• Listed entries:
=======

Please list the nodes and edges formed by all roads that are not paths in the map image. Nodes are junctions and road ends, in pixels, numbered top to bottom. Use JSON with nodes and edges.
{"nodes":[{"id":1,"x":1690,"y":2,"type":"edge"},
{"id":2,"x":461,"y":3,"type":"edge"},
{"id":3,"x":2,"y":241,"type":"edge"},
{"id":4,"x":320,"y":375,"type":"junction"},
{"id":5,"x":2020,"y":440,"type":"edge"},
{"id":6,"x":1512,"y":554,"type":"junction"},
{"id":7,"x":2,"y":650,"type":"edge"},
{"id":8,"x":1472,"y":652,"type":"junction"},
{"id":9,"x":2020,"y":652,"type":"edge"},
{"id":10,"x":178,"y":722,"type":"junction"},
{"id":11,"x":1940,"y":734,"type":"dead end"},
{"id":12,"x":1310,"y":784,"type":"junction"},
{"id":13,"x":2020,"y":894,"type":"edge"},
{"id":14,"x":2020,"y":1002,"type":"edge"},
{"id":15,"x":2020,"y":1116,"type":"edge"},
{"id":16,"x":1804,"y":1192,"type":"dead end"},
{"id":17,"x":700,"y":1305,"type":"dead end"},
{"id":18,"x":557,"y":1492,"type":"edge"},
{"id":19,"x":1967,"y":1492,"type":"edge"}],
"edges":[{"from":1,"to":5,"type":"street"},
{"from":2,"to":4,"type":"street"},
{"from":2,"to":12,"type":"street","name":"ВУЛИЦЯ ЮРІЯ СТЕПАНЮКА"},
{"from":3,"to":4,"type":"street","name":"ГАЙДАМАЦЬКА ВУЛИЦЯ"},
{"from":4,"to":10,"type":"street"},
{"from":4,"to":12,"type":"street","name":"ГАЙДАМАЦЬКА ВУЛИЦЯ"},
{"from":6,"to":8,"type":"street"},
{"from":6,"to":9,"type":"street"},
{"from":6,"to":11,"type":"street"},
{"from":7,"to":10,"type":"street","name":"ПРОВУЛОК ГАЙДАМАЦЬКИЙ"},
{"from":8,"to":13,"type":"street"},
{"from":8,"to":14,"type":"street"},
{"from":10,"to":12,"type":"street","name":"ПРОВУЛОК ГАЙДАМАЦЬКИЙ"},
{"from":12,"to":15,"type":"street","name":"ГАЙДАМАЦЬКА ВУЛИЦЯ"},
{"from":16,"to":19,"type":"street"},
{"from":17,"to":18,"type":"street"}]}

=======

• What needs to be done: Write out the data once more, word for word.

• Solution to the problem:
Please list the nodes and edges formed by all roads that are not paths in the map image. Nodes are junctions and road ends, in pixels, numbered top to bottom. Use JSON with nodes and edges.
{"nodes":[{"id":1,"x":1690,"y":2,"type":"edge"},
{"id":2,"x":461,"y":3,"type":"edge"},
{"id":3,"x":2,"y":241,"type":"edge"},
{"id":4,"x":320,"y":375,"type":"junction"},
{"id":5,"x":2020,"y":440,"type":"edge"},
{"id":6,"x":1512,"y":554,"type":"junction"},
{"id":7,"x":2,"y":650,"type":"edge"},
{"id":8,"x":1472,"y":652,"type":"junction"},
{"id":9,"x":2020,"y":652,"type":"edge"},
{"id":10,"x":178,"y":722,"type":"junction"},
{"id":11,"x":1940,"y":734,"type":"dead end"},
{"id":12,"x":1310,"y":784,"type":"junction"},
{"id":13,"x":2020,"y":894,"type":"edge"},
{"id":14,"x":2020,"y":1002,"type":"edge"},
{"id":15,"x":2020,"y":1116,"type":"edge"},
{"id":16,"x":1804,"y":1192,"type":"dead end"},
{"id":17,"x":700,"y":1305,"type":"dead end"},
{"id":18,"x":557,"y":1492,"type":"edge"},
{"id":19,"x":1967,"y":1492,"type":"edge"}],
"edges":[{"from":1,"to":5,"type":"street"},
{"from":2,"to":4,"type":"street"},
{"from":2,"to":12,"type":"street","name":"ВУЛИЦЯ ЮРІЯ СТЕПАНЮКА"},
{"from":3,"to":4,"type":"street","name":"ГАЙДАМАЦЬКА ВУЛИЦЯ"},
{"from":4,"to":10,"type":"street"},
{"from":4,"to":12,"type":"street","name":"ГАЙДАМАЦЬКА ВУЛИЦЯ"},
{"from":6,"to":8,"type":"street"},
{"from":6,"to":9,"type":"street"},
{"from":6,"to":11,"type":"street"},
{"from":7,"to":10,"type":"street","name":"ПРОВУЛОК ГАЙДАМАЦЬКИЙ"},
{"from":8,"to":13,"type":"street"},
{"from":8,"to":14,"type":"street"},
{"from":10,"to":12,"type":"street","name":"ПРОВУЛОК ГАЙДАМАЦЬКИЙ"},
{"from":12,"to":15,"type":"street","name":"ГАЙДАМАЦЬКА ВУЛИЦЯ"},
{"from":16,"to":19,"type":"street"},
{"from":17,"to":18,"type":"street"}]}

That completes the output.